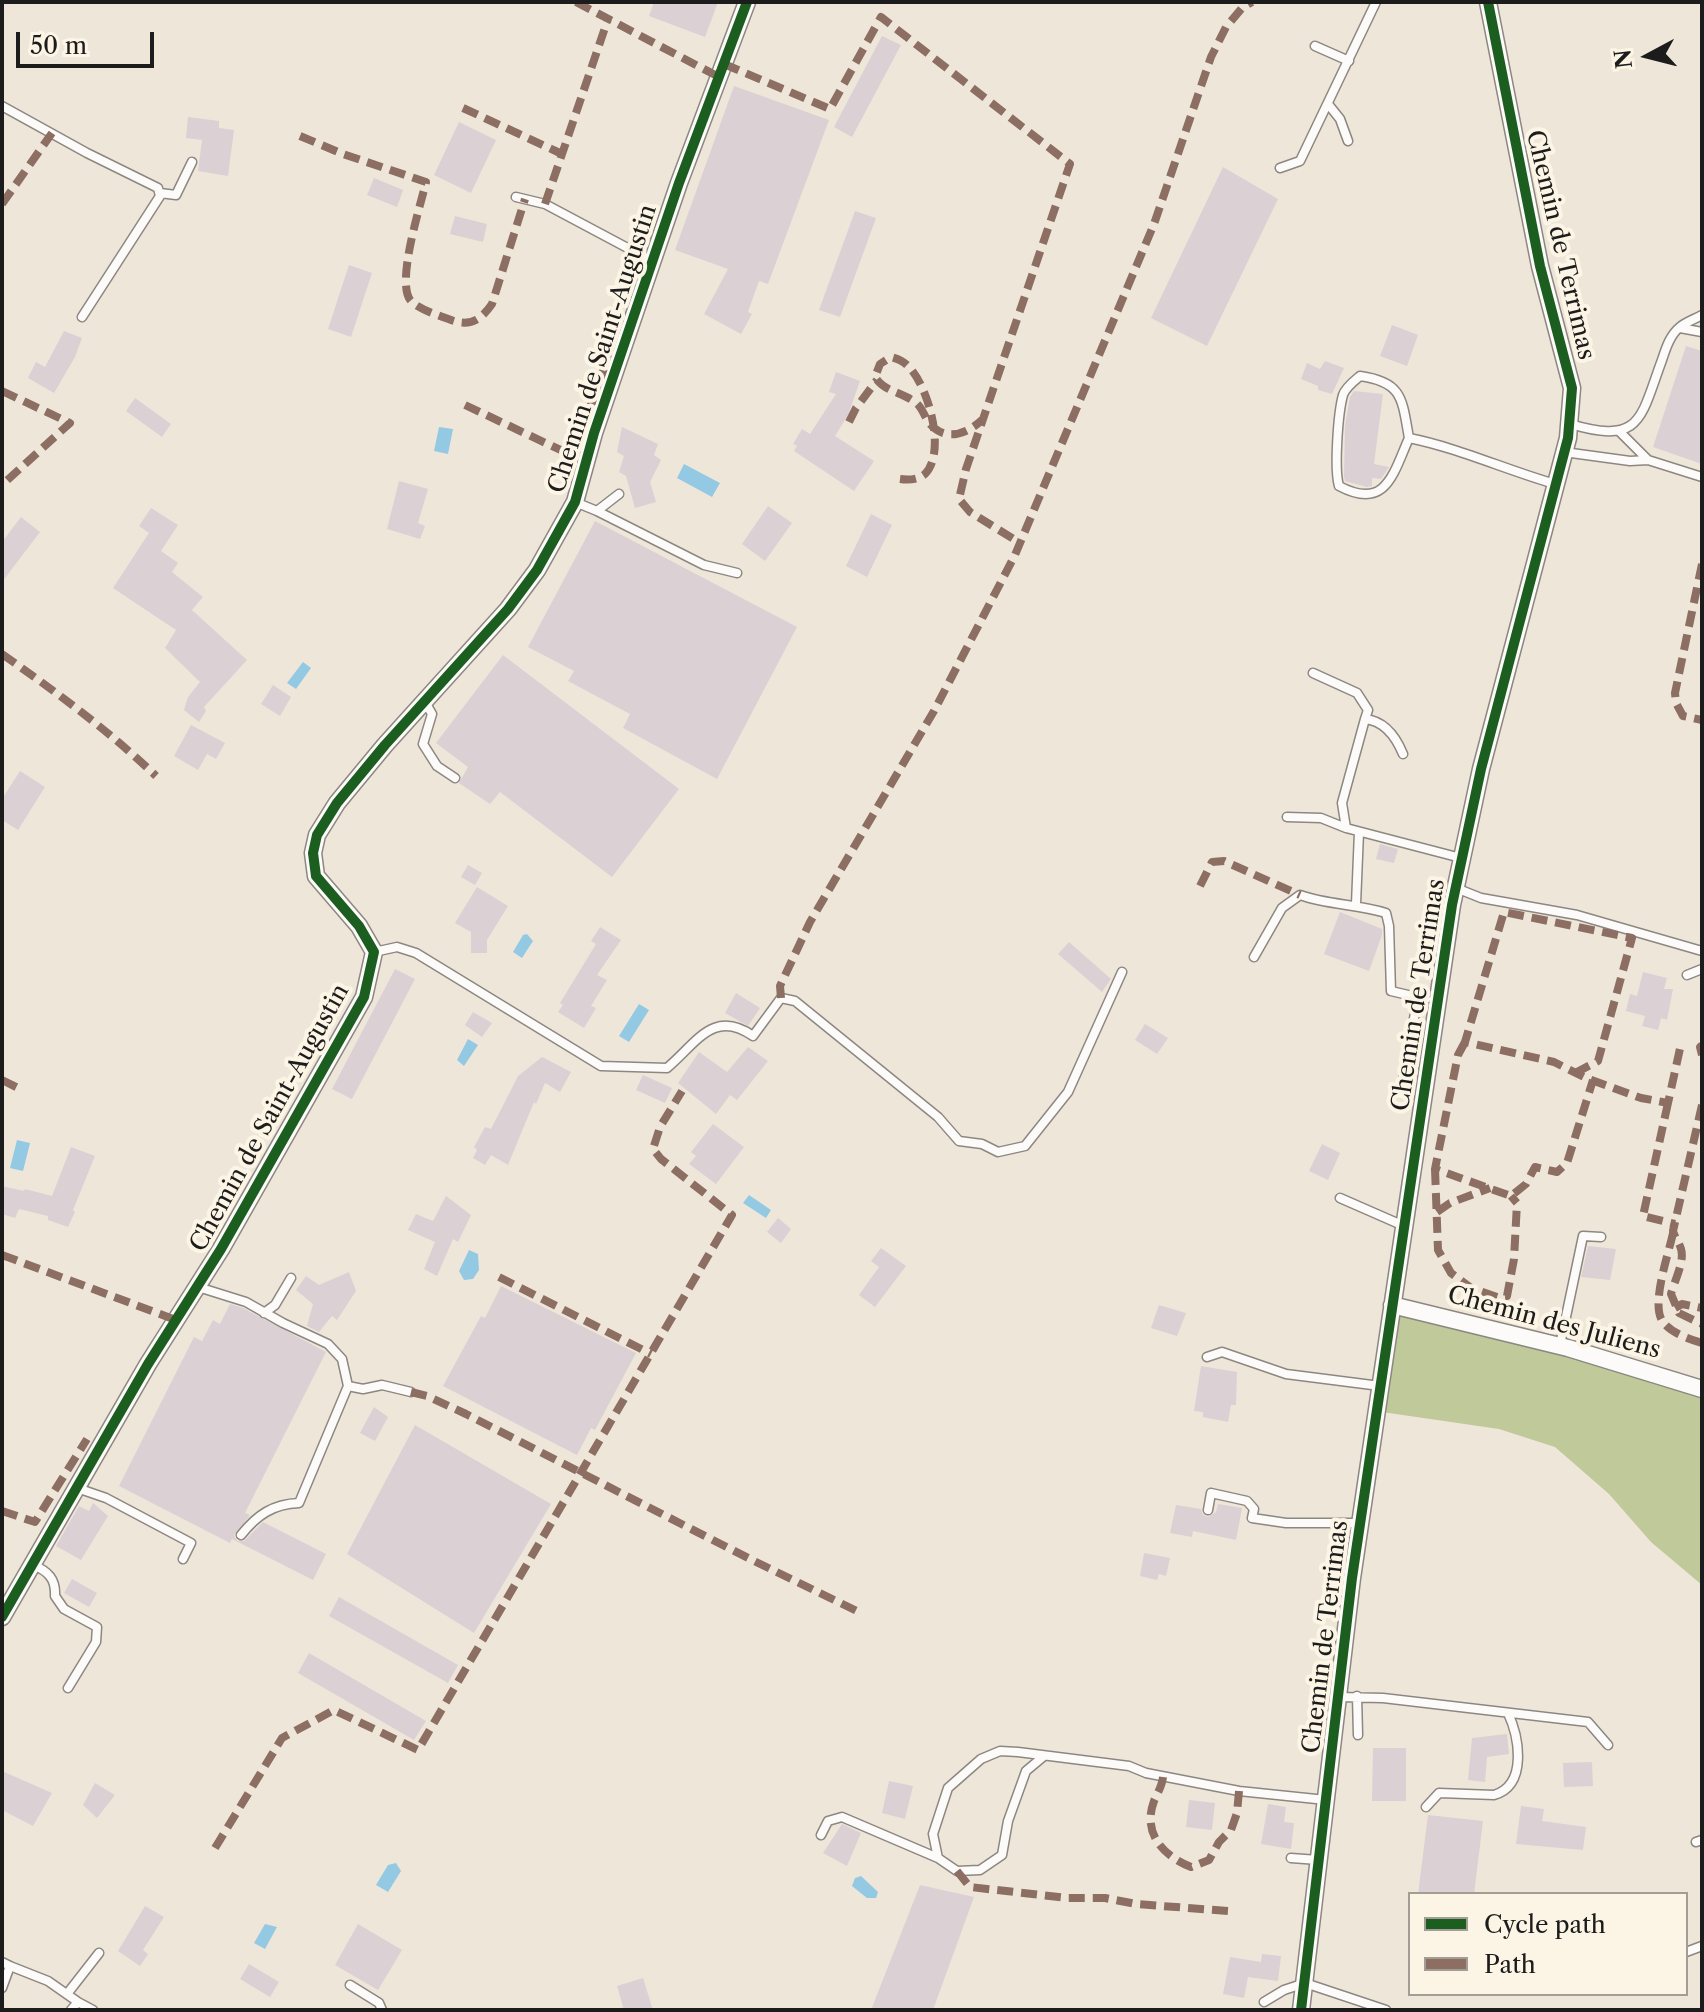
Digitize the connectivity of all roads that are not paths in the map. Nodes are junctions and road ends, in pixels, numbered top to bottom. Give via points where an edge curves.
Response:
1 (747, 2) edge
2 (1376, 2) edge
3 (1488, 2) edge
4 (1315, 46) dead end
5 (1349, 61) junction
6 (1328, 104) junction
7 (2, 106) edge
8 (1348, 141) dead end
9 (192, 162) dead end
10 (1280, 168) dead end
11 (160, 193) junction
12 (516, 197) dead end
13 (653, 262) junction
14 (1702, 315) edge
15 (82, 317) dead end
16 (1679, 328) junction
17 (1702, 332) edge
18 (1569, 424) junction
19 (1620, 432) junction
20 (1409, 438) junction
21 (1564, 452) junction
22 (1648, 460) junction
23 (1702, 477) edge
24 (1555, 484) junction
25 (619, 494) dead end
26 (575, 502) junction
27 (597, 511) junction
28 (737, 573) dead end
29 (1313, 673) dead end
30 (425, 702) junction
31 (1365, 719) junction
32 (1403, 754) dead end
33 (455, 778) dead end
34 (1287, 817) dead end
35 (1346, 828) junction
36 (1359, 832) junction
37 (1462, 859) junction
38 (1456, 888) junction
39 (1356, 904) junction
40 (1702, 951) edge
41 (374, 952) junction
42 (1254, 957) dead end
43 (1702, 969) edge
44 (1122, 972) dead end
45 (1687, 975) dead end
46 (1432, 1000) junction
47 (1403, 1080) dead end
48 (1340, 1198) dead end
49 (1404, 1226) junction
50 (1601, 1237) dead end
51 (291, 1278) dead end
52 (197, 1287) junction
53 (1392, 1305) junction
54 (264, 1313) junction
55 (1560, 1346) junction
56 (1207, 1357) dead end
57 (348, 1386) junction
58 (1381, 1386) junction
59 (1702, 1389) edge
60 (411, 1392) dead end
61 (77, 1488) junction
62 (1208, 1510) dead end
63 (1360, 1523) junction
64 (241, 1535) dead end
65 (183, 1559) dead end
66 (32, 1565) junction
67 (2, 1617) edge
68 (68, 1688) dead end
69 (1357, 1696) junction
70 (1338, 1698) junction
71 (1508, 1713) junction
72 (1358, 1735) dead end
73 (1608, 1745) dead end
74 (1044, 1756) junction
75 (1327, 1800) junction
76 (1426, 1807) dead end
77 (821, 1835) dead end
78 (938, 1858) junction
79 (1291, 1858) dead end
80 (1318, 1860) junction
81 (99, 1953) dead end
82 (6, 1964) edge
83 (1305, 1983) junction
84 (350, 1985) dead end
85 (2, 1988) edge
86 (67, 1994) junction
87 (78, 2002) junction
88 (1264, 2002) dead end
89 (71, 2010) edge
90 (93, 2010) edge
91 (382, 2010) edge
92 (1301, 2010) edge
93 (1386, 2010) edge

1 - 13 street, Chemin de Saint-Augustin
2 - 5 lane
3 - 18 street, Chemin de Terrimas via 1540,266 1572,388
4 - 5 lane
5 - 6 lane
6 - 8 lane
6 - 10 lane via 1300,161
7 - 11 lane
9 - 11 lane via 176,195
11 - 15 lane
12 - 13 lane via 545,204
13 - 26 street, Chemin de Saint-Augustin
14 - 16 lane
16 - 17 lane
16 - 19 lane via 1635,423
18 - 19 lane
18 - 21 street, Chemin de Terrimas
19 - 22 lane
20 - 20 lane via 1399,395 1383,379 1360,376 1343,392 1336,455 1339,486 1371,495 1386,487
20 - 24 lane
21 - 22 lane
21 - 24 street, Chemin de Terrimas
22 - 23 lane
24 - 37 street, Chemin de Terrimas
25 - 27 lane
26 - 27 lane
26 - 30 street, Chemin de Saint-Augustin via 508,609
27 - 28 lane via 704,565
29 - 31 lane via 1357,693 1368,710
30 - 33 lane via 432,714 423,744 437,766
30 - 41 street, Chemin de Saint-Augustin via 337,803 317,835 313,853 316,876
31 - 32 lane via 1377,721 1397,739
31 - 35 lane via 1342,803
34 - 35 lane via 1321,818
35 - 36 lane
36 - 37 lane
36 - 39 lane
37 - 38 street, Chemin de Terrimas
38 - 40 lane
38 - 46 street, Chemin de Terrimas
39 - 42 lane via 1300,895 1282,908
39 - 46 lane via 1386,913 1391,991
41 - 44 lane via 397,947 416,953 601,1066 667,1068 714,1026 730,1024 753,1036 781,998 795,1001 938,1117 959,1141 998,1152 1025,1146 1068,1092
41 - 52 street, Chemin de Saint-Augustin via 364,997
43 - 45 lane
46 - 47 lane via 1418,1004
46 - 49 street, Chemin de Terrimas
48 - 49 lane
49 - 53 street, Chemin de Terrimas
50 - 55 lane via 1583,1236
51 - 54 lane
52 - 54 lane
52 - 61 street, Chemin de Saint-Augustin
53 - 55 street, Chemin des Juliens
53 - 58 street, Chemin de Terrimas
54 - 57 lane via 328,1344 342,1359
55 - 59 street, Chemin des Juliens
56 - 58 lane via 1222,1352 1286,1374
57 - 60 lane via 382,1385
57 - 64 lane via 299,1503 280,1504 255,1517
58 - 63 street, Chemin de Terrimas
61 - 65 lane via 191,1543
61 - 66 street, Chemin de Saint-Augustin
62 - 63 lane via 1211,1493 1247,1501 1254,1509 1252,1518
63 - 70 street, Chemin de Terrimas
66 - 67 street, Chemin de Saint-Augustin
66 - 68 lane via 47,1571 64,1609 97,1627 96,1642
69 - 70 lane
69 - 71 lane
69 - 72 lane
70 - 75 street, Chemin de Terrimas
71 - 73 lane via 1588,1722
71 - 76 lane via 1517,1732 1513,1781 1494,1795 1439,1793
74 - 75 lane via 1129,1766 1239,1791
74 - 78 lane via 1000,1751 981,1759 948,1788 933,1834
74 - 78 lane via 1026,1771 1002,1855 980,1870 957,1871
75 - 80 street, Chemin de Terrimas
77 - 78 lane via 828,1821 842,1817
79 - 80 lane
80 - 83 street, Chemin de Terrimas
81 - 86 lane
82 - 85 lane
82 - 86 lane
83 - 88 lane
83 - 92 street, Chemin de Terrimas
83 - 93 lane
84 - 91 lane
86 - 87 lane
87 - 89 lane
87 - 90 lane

****************

__What is being asked__
Would you restate the listing word for word and leave every picture out?

__Task output__
Digitize the connectivity of all roads that are not paths in the map. Nodes are junctions and road ends, in pixels, numbered top to bottom. Give via points where an edge curves.
Response:
1 (747, 2) edge
2 (1376, 2) edge
3 (1488, 2) edge
4 (1315, 46) dead end
5 (1349, 61) junction
6 (1328, 104) junction
7 (2, 106) edge
8 (1348, 141) dead end
9 (192, 162) dead end
10 (1280, 168) dead end
11 (160, 193) junction
12 (516, 197) dead end
13 (653, 262) junction
14 (1702, 315) edge
15 (82, 317) dead end
16 (1679, 328) junction
17 (1702, 332) edge
18 (1569, 424) junction
19 (1620, 432) junction
20 (1409, 438) junction
21 (1564, 452) junction
22 (1648, 460) junction
23 (1702, 477) edge
24 (1555, 484) junction
25 (619, 494) dead end
26 (575, 502) junction
27 (597, 511) junction
28 (737, 573) dead end
29 (1313, 673) dead end
30 (425, 702) junction
31 (1365, 719) junction
32 (1403, 754) dead end
33 (455, 778) dead end
34 (1287, 817) dead end
35 (1346, 828) junction
36 (1359, 832) junction
37 (1462, 859) junction
38 (1456, 888) junction
39 (1356, 904) junction
40 (1702, 951) edge
41 (374, 952) junction
42 (1254, 957) dead end
43 (1702, 969) edge
44 (1122, 972) dead end
45 (1687, 975) dead end
46 (1432, 1000) junction
47 (1403, 1080) dead end
48 (1340, 1198) dead end
49 (1404, 1226) junction
50 (1601, 1237) dead end
51 (291, 1278) dead end
52 (197, 1287) junction
53 (1392, 1305) junction
54 (264, 1313) junction
55 (1560, 1346) junction
56 (1207, 1357) dead end
57 (348, 1386) junction
58 (1381, 1386) junction
59 (1702, 1389) edge
60 (411, 1392) dead end
61 (77, 1488) junction
62 (1208, 1510) dead end
63 (1360, 1523) junction
64 (241, 1535) dead end
65 (183, 1559) dead end
66 (32, 1565) junction
67 (2, 1617) edge
68 (68, 1688) dead end
69 (1357, 1696) junction
70 (1338, 1698) junction
71 (1508, 1713) junction
72 (1358, 1735) dead end
73 (1608, 1745) dead end
74 (1044, 1756) junction
75 (1327, 1800) junction
76 (1426, 1807) dead end
77 (821, 1835) dead end
78 (938, 1858) junction
79 (1291, 1858) dead end
80 (1318, 1860) junction
81 (99, 1953) dead end
82 (6, 1964) edge
83 (1305, 1983) junction
84 (350, 1985) dead end
85 (2, 1988) edge
86 (67, 1994) junction
87 (78, 2002) junction
88 (1264, 2002) dead end
89 (71, 2010) edge
90 (93, 2010) edge
91 (382, 2010) edge
92 (1301, 2010) edge
93 (1386, 2010) edge

1 - 13 street, Chemin de Saint-Augustin
2 - 5 lane
3 - 18 street, Chemin de Terrimas via 1540,266 1572,388
4 - 5 lane
5 - 6 lane
6 - 8 lane
6 - 10 lane via 1300,161
7 - 11 lane
9 - 11 lane via 176,195
11 - 15 lane
12 - 13 lane via 545,204
13 - 26 street, Chemin de Saint-Augustin
14 - 16 lane
16 - 17 lane
16 - 19 lane via 1635,423
18 - 19 lane
18 - 21 street, Chemin de Terrimas
19 - 22 lane
20 - 20 lane via 1399,395 1383,379 1360,376 1343,392 1336,455 1339,486 1371,495 1386,487
20 - 24 lane
21 - 22 lane
21 - 24 street, Chemin de Terrimas
22 - 23 lane
24 - 37 street, Chemin de Terrimas
25 - 27 lane
26 - 27 lane
26 - 30 street, Chemin de Saint-Augustin via 508,609
27 - 28 lane via 704,565
29 - 31 lane via 1357,693 1368,710
30 - 33 lane via 432,714 423,744 437,766
30 - 41 street, Chemin de Saint-Augustin via 337,803 317,835 313,853 316,876
31 - 32 lane via 1377,721 1397,739
31 - 35 lane via 1342,803
34 - 35 lane via 1321,818
35 - 36 lane
36 - 37 lane
36 - 39 lane
37 - 38 street, Chemin de Terrimas
38 - 40 lane
38 - 46 street, Chemin de Terrimas
39 - 42 lane via 1300,895 1282,908
39 - 46 lane via 1386,913 1391,991
41 - 44 lane via 397,947 416,953 601,1066 667,1068 714,1026 730,1024 753,1036 781,998 795,1001 938,1117 959,1141 998,1152 1025,1146 1068,1092
41 - 52 street, Chemin de Saint-Augustin via 364,997
43 - 45 lane
46 - 47 lane via 1418,1004
46 - 49 street, Chemin de Terrimas
48 - 49 lane
49 - 53 street, Chemin de Terrimas
50 - 55 lane via 1583,1236
51 - 54 lane
52 - 54 lane
52 - 61 street, Chemin de Saint-Augustin
53 - 55 street, Chemin des Juliens
53 - 58 street, Chemin de Terrimas
54 - 57 lane via 328,1344 342,1359
55 - 59 street, Chemin des Juliens
56 - 58 lane via 1222,1352 1286,1374
57 - 60 lane via 382,1385
57 - 64 lane via 299,1503 280,1504 255,1517
58 - 63 street, Chemin de Terrimas
61 - 65 lane via 191,1543
61 - 66 street, Chemin de Saint-Augustin
62 - 63 lane via 1211,1493 1247,1501 1254,1509 1252,1518
63 - 70 street, Chemin de Terrimas
66 - 67 street, Chemin de Saint-Augustin
66 - 68 lane via 47,1571 64,1609 97,1627 96,1642
69 - 70 lane
69 - 71 lane
69 - 72 lane
70 - 75 street, Chemin de Terrimas
71 - 73 lane via 1588,1722
71 - 76 lane via 1517,1732 1513,1781 1494,1795 1439,1793
74 - 75 lane via 1129,1766 1239,1791
74 - 78 lane via 1000,1751 981,1759 948,1788 933,1834
74 - 78 lane via 1026,1771 1002,1855 980,1870 957,1871
75 - 80 street, Chemin de Terrimas
77 - 78 lane via 828,1821 842,1817
79 - 80 lane
80 - 83 street, Chemin de Terrimas
81 - 86 lane
82 - 85 lane
82 - 86 lane
83 - 88 lane
83 - 92 street, Chemin de Terrimas
83 - 93 lane
84 - 91 lane
86 - 87 lane
87 - 89 lane
87 - 90 lane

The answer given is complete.